• [DATASET EXTRACT]
Content starts

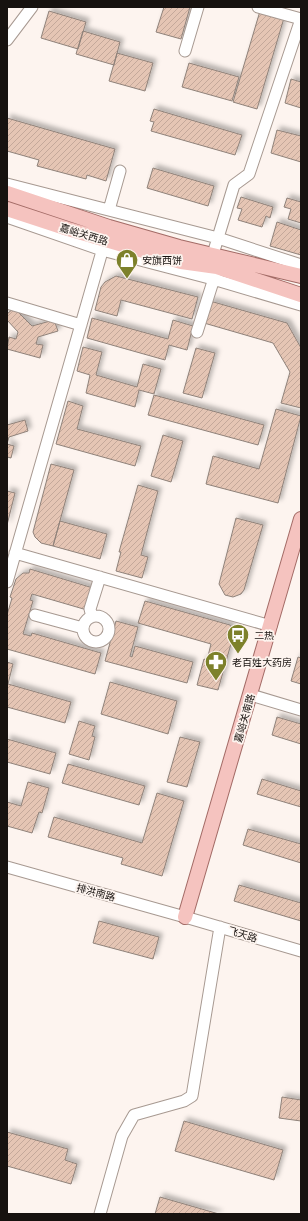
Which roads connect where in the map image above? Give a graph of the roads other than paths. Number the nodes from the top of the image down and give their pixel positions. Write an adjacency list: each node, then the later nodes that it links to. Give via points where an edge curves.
1 (32, 7): 6 (street)
2 (198, 7): 7 (street)
3 (258, 7): 5 (street)
4 (300, 7): 5 (street)
5 (301, 19): 14 (street, via 249,174 234,185)
6 (7, 40)
7 (185, 51)
8 (120, 171): 12 (street)
9 (7, 184): 12 (street)
10 (7, 193): 15 (main road, 嘉峪关西路)
11 (7, 209): 15 (main road, 嘉峪关西路)
12 (109, 210): 14 (street)
13 (7, 217): 15 (street)
14 (218, 238): 16 (street); 17 (street)
15 (105, 239): 17 (main road, 嘉峪关西路, via 181,262); 22 (street)
16 (301, 265)
17 (214, 267): 18 (main road, 嘉峪关西路); 19 (main road, 嘉峪关西路); 21 (street); 23 (street)
18 (301, 276)
19 (301, 295)
20 (7, 304): 22 (street)
21 (301, 305)
22 (80, 325): 25 (street)
23 (197, 332)
24 (301, 519): 30 (main road, 嘉峪关南路)
25 (15, 553): 26 (street); 27 (street)
26 (100, 578): 29 (street, via 90,609); 30 (street)
27 (7, 582)
28 (35, 616): 31 (street)
29 (92, 616): 31 (street, via 84,623); 31 (street, via 102,617 109,625 105,639 90,641 86,638)
30 (270, 626): 32 (main road, 嘉峪关南路)
31 (83, 628)
32 (251, 695): 33 (street); 35 (main road, 嘉峪关南路)
33 (301, 710)
34 (7, 867): 35 (street, 排洪南路)
35 (185, 917): 36 (street, 飞天路)
36 (220, 927): 37 (street, 飞天路); 38 (street, via 192,1096 184,1101 134,1114 122,1136)
37 (301, 951)
38 (100, 1214)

Content ends

• [WHAT YOU NEED TO DO]
Verbatim output of every entry above is required, though pictures are to be left out.

• [FINISHED TASK]
Which roads connect where in the map image above? Give a graph of the roads other than paths. Number the nodes from the top of the image down and give their pixel positions. Write an adjacency list: each node, then the later nodes that it links to. Give via points where an edge curves.
1 (32, 7): 6 (street)
2 (198, 7): 7 (street)
3 (258, 7): 5 (street)
4 (300, 7): 5 (street)
5 (301, 19): 14 (street, via 249,174 234,185)
6 (7, 40)
7 (185, 51)
8 (120, 171): 12 (street)
9 (7, 184): 12 (street)
10 (7, 193): 15 (main road, 嘉峪关西路)
11 (7, 209): 15 (main road, 嘉峪关西路)
12 (109, 210): 14 (street)
13 (7, 217): 15 (street)
14 (218, 238): 16 (street); 17 (street)
15 (105, 239): 17 (main road, 嘉峪关西路, via 181,262); 22 (street)
16 (301, 265)
17 (214, 267): 18 (main road, 嘉峪关西路); 19 (main road, 嘉峪关西路); 21 (street); 23 (street)
18 (301, 276)
19 (301, 295)
20 (7, 304): 22 (street)
21 (301, 305)
22 (80, 325): 25 (street)
23 (197, 332)
24 (301, 519): 30 (main road, 嘉峪关南路)
25 (15, 553): 26 (street); 27 (street)
26 (100, 578): 29 (street, via 90,609); 30 (street)
27 (7, 582)
28 (35, 616): 31 (street)
29 (92, 616): 31 (street, via 84,623); 31 (street, via 102,617 109,625 105,639 90,641 86,638)
30 (270, 626): 32 (main road, 嘉峪关南路)
31 (83, 628)
32 (251, 695): 33 (street); 35 (main road, 嘉峪关南路)
33 (301, 710)
34 (7, 867): 35 (street, 排洪南路)
35 (185, 917): 36 (street, 飞天路)
36 (220, 927): 37 (street, 飞天路); 38 (street, via 192,1096 184,1101 134,1114 122,1136)
37 (301, 951)
38 (100, 1214)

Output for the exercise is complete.